____ Record extracts
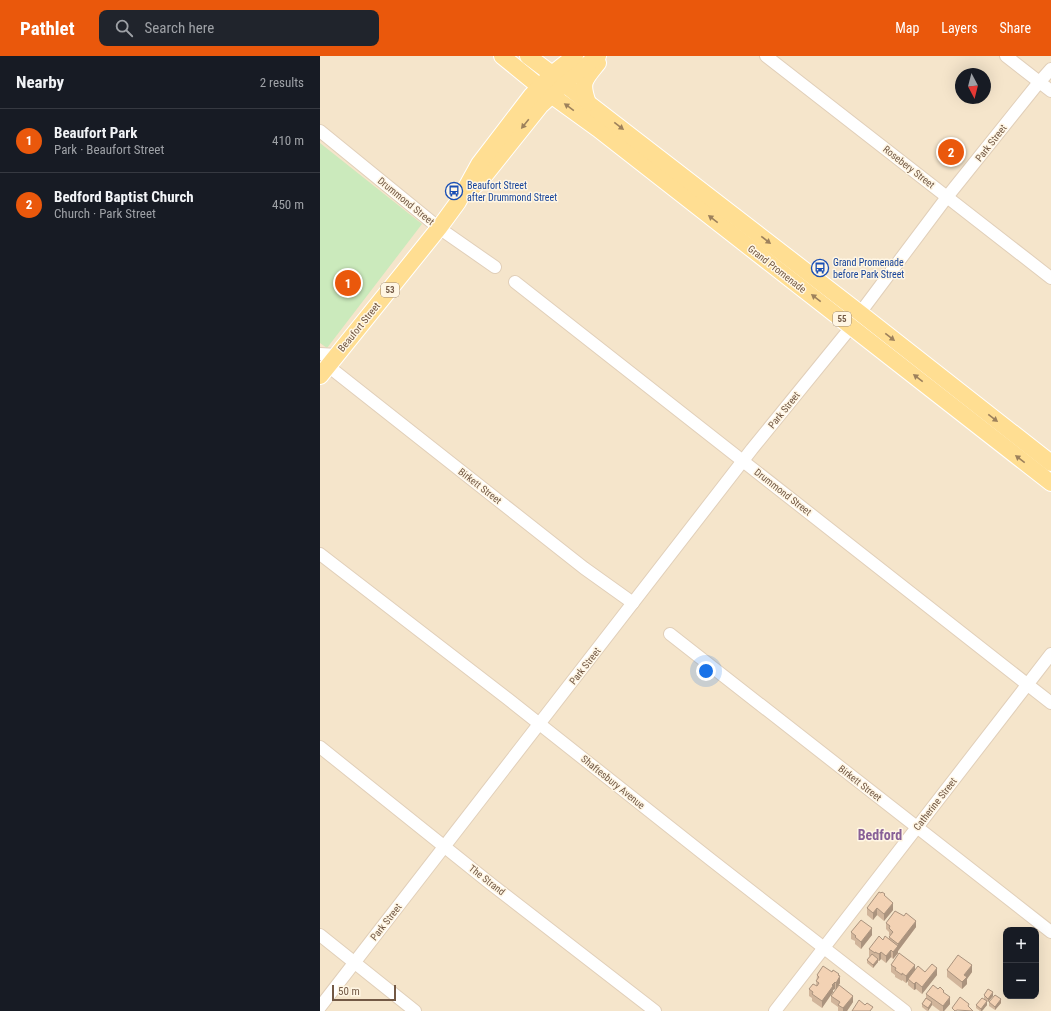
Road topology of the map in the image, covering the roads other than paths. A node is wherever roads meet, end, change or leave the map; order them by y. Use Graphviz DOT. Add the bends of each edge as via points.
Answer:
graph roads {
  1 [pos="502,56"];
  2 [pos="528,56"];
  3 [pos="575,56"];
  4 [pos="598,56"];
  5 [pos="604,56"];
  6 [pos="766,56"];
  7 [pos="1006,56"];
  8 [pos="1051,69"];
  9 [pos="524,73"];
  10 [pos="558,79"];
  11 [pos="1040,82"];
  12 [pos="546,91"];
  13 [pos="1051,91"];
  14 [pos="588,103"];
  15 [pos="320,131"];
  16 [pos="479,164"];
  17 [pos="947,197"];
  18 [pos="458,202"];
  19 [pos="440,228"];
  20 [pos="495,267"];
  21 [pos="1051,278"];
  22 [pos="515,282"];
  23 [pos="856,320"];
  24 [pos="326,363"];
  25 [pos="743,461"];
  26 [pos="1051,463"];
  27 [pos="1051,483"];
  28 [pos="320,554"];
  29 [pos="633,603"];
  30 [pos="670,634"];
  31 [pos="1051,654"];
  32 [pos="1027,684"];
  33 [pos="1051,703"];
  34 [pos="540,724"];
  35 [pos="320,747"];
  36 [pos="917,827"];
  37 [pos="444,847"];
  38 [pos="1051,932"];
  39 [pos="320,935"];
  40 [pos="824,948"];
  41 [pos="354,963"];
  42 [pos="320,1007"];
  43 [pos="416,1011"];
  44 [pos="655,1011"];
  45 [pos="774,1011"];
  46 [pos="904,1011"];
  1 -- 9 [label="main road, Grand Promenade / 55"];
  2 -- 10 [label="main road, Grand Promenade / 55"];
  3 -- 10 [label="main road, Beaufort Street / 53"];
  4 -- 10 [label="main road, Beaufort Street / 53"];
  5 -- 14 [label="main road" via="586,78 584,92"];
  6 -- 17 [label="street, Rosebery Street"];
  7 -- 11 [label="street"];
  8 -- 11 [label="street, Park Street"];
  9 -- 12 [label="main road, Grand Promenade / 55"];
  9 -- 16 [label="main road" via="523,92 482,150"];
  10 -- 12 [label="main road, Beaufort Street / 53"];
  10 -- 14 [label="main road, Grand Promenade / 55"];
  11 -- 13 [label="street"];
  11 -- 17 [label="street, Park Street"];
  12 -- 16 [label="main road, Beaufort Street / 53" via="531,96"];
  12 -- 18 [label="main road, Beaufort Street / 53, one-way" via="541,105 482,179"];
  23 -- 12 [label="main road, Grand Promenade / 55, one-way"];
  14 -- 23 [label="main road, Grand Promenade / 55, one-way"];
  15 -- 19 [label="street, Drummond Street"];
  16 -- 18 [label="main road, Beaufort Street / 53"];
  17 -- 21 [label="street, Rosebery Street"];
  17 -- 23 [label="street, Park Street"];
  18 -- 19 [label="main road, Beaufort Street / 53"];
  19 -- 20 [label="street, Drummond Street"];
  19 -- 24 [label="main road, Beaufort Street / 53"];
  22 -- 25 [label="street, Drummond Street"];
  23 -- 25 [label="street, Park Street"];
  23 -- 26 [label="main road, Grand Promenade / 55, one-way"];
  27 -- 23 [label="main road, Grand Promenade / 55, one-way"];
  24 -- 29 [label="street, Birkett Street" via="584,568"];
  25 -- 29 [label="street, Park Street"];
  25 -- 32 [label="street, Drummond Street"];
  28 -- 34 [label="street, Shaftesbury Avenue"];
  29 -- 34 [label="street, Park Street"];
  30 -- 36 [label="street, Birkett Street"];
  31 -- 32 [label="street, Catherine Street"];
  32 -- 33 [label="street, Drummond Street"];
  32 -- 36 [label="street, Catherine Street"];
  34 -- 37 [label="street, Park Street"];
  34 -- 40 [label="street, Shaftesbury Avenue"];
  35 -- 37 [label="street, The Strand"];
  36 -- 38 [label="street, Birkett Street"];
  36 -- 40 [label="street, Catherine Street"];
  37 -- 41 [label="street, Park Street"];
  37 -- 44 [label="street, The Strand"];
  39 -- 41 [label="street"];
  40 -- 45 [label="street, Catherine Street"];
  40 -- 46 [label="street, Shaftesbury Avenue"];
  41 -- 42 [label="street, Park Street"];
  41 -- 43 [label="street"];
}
________
Copy every line of the data word for word, omitting the images.

Road topology of the map in the image, covering the roads other than paths. A node is wherever roads meet, end, change or leave the map; order them by y. Use Graphviz DOT. Add the bends of each edge as via points.
Answer:
graph roads {
  1 [pos="502,56"];
  2 [pos="528,56"];
  3 [pos="575,56"];
  4 [pos="598,56"];
  5 [pos="604,56"];
  6 [pos="766,56"];
  7 [pos="1006,56"];
  8 [pos="1051,69"];
  9 [pos="524,73"];
  10 [pos="558,79"];
  11 [pos="1040,82"];
  12 [pos="546,91"];
  13 [pos="1051,91"];
  14 [pos="588,103"];
  15 [pos="320,131"];
  16 [pos="479,164"];
  17 [pos="947,197"];
  18 [pos="458,202"];
  19 [pos="440,228"];
  20 [pos="495,267"];
  21 [pos="1051,278"];
  22 [pos="515,282"];
  23 [pos="856,320"];
  24 [pos="326,363"];
  25 [pos="743,461"];
  26 [pos="1051,463"];
  27 [pos="1051,483"];
  28 [pos="320,554"];
  29 [pos="633,603"];
  30 [pos="670,634"];
  31 [pos="1051,654"];
  32 [pos="1027,684"];
  33 [pos="1051,703"];
  34 [pos="540,724"];
  35 [pos="320,747"];
  36 [pos="917,827"];
  37 [pos="444,847"];
  38 [pos="1051,932"];
  39 [pos="320,935"];
  40 [pos="824,948"];
  41 [pos="354,963"];
  42 [pos="320,1007"];
  43 [pos="416,1011"];
  44 [pos="655,1011"];
  45 [pos="774,1011"];
  46 [pos="904,1011"];
  1 -- 9 [label="main road, Grand Promenade / 55"];
  2 -- 10 [label="main road, Grand Promenade / 55"];
  3 -- 10 [label="main road, Beaufort Street / 53"];
  4 -- 10 [label="main road, Beaufort Street / 53"];
  5 -- 14 [label="main road" via="586,78 584,92"];
  6 -- 17 [label="street, Rosebery Street"];
  7 -- 11 [label="street"];
  8 -- 11 [label="street, Park Street"];
  9 -- 12 [label="main road, Grand Promenade / 55"];
  9 -- 16 [label="main road" via="523,92 482,150"];
  10 -- 12 [label="main road, Beaufort Street / 53"];
  10 -- 14 [label="main road, Grand Promenade / 55"];
  11 -- 13 [label="street"];
  11 -- 17 [label="street, Park Street"];
  12 -- 16 [label="main road, Beaufort Street / 53" via="531,96"];
  12 -- 18 [label="main road, Beaufort Street / 53, one-way" via="541,105 482,179"];
  23 -- 12 [label="main road, Grand Promenade / 55, one-way"];
  14 -- 23 [label="main road, Grand Promenade / 55, one-way"];
  15 -- 19 [label="street, Drummond Street"];
  16 -- 18 [label="main road, Beaufort Street / 53"];
  17 -- 21 [label="street, Rosebery Street"];
  17 -- 23 [label="street, Park Street"];
  18 -- 19 [label="main road, Beaufort Street / 53"];
  19 -- 20 [label="street, Drummond Street"];
  19 -- 24 [label="main road, Beaufort Street / 53"];
  22 -- 25 [label="street, Drummond Street"];
  23 -- 25 [label="street, Park Street"];
  23 -- 26 [label="main road, Grand Promenade / 55, one-way"];
  27 -- 23 [label="main road, Grand Promenade / 55, one-way"];
  24 -- 29 [label="street, Birkett Street" via="584,568"];
  25 -- 29 [label="street, Park Street"];
  25 -- 32 [label="street, Drummond Street"];
  28 -- 34 [label="street, Shaftesbury Avenue"];
  29 -- 34 [label="street, Park Street"];
  30 -- 36 [label="street, Birkett Street"];
  31 -- 32 [label="street, Catherine Street"];
  32 -- 33 [label="street, Drummond Street"];
  32 -- 36 [label="street, Catherine Street"];
  34 -- 37 [label="street, Park Street"];
  34 -- 40 [label="street, Shaftesbury Avenue"];
  35 -- 37 [label="street, The Strand"];
  36 -- 38 [label="street, Birkett Street"];
  36 -- 40 [label="street, Catherine Street"];
  37 -- 41 [label="street, Park Street"];
  37 -- 44 [label="street, The Strand"];
  39 -- 41 [label="street"];
  40 -- 45 [label="street, Catherine Street"];
  40 -- 46 [label="street, Shaftesbury Avenue"];
  41 -- 42 [label="street, Park Street"];
  41 -- 43 [label="street"];
}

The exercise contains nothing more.